Voilà une rencontre singulière, celle d'un grand architecte du passé, Victor Horta (1861-1947), avec une artiste et performeuse contemporaine dont les " sculptures d'usage " interpellent par leur poésie du quotidien, Marie-Ange Guilleminot (1960). C'est cette confrontation harmonieuse qu'offre à voir actuellement le musée bruxellois dédié au maître de l'Art nouveau. Dans cet édifice qui fut sa maison-atelier, se baladent donc Le livre de seuil,La garde-robe made in France ou encore Le chapeau-vie, des créations de la Française dont la réflexion sur les matières et les savoir-faire manuels n'est pas sans rappeler les préoccupations de l'illustre concepteur belge. " Invitée à faire oeuvre par le passé dans les villas Savoye et Noailles, en France, Marie-Ange Guilleminot aime à se fondre dans ces lieux chargés d'histoire tout en préservant son ADN : ici, jouer des arabesques et des courbes, des transparences et de la lumière, comme si ses objets étaient naturellement attendus ", explique Nathalie Guiot, la commissaire.
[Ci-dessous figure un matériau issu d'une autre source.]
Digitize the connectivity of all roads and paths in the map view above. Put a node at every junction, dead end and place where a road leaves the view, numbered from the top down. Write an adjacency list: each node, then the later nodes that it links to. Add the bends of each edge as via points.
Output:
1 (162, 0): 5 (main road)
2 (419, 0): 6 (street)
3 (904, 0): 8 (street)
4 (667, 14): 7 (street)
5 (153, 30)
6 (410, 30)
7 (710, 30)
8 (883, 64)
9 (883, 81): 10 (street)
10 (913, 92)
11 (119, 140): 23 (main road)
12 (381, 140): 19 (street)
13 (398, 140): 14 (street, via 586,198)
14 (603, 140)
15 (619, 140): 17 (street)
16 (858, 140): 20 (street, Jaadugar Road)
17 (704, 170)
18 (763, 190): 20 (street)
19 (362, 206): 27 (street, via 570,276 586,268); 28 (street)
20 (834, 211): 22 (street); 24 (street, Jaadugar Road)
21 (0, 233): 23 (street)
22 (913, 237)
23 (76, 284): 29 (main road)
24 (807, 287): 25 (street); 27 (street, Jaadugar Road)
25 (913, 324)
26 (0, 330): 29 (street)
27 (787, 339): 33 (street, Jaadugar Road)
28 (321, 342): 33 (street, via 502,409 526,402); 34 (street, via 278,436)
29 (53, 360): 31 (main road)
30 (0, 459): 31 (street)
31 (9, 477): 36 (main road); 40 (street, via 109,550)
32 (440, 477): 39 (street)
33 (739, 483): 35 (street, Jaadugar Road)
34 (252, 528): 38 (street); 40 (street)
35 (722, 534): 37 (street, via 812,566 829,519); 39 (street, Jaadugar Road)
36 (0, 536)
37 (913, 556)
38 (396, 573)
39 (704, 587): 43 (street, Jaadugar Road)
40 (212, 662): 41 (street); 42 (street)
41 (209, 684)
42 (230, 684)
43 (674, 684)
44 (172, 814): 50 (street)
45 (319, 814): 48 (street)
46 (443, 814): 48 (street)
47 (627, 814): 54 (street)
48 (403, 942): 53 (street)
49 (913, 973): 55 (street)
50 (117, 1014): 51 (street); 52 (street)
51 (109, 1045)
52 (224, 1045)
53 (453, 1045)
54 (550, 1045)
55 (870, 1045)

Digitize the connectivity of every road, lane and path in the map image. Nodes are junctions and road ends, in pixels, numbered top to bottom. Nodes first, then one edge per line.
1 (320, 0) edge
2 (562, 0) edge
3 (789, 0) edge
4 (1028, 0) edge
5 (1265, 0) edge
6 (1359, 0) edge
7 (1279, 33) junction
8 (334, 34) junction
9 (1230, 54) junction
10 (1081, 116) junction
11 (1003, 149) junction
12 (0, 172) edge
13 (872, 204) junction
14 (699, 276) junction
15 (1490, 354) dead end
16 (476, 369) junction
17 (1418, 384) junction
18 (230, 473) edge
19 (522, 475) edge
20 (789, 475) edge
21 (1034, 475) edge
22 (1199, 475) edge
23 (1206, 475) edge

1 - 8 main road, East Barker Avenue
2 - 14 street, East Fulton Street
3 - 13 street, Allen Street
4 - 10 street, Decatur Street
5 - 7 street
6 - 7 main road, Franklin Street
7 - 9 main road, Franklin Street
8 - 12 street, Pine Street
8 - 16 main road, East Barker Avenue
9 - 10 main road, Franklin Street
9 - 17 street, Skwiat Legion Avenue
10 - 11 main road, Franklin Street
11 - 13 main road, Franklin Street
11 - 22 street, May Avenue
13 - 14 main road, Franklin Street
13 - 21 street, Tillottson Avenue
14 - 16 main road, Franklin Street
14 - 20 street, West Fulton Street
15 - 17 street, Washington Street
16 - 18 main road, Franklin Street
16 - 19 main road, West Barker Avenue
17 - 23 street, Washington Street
Ainsi disséminées dans l'espace, les interventions invitent à porter un regard nouveau sur ce bâtiment classé où ferronneries, vitraux et meubles ont gardé leur lustre d'antan. Un trésor d'architecture à redécouvrir donc.

Vivre la Maison Horta, Marie-Ange Guilleminot, Musée Horta, 27, rue Américaine, à 1060 Bruxelles. www. hortamuseum.be Jusqu'au 15 décembre prochain.